Reflection for Today ▶️ ⏹️

Mordecai honoured by King Ahasuerus, by Claes Cornelisz Moeyaert 1652

For Mordecai the Jew was next unto king Ahasuerus, and great among the Jews, and accepted of the multitude of his brethren, seeking the wealth of his people, and speaking peace to all his seed.
Esther 10:3

The Book of Esther is one of only two books in the Hebrew Bible in which God is never mentioned.1 Yet throughout the story we have a sense that all the events are pre-ordained, from Vashti's refusal to appear before the king, to Ahasuerus's sleepless night and the reading of the court records to help him sleep.2 These events, appearing as a chain of coincidences seem to be a subtle way of indicating God's hands in the affairs of man. All choices are made by the characters themselves, and no prayer or sacrifice is involved in the decision making. Men are free agents, but when we use our freedom to do great evil, as Haman attempted to do, there will always be consequences. In the Book of Esther we have a sense of God in the background, gently guiding events according to a greater divine plan. Triumph bought at the suffering of others is only ever a short-lived and fragile joy, as Haman discovers. Mordacai discovers the power of speaking truth, and Esther the power of courage.

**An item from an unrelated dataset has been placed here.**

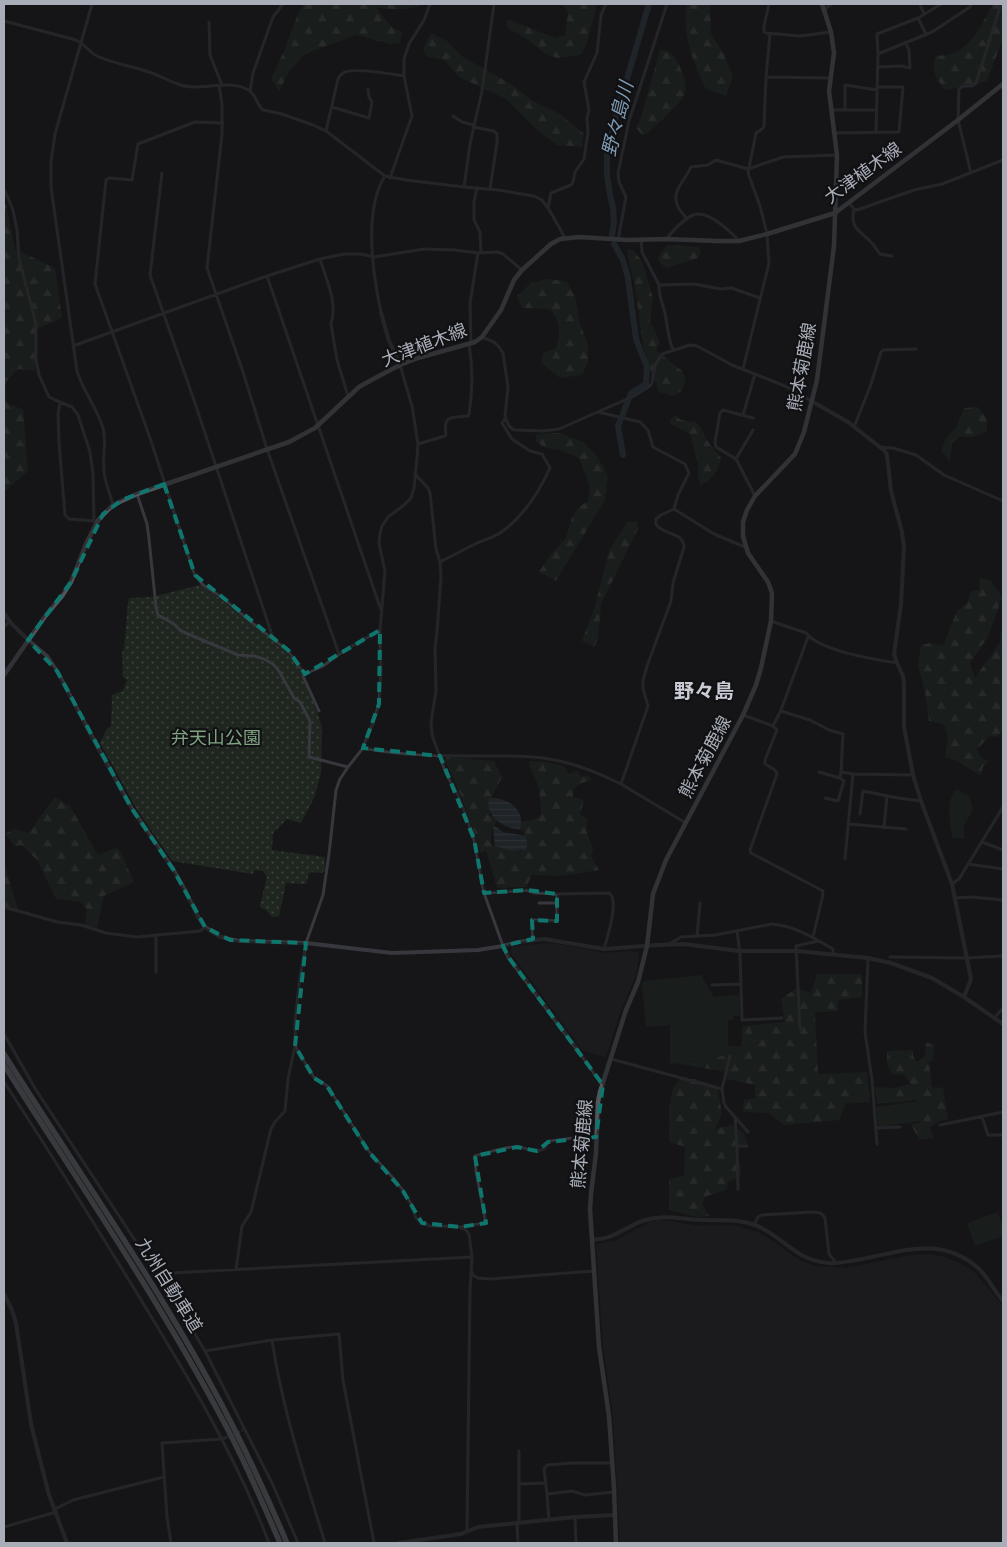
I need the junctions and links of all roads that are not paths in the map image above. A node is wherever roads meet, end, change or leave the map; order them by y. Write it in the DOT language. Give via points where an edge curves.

We mostly move through life unaware of the influences that guide our hand. Yet no action is without precedent, and every experience we have lived, every moment of observation and influence guides our decisions today. God created man, so the creation story tells us, with agency, but agency does not mean we have the freedom to do whatever we want. There are some bounding conditions, expressed in the Torah as the ten commandments, but appearing in word and thought long before that, and continuing to this day. These are the implicit agreements that as humans we are born into. Without such agreements there is no way humans could have survived. Our agreements, conditions, rules, laws, boundaries, limits, whatever we call them, are our very life blood. I remind myself of that when I encounter a rule or law I find questionable. I ask, what is the intent of that law, and what would happen if it were not there? Not all laws are good laws, but all haver grown from a seed of necessity. First seek to understand.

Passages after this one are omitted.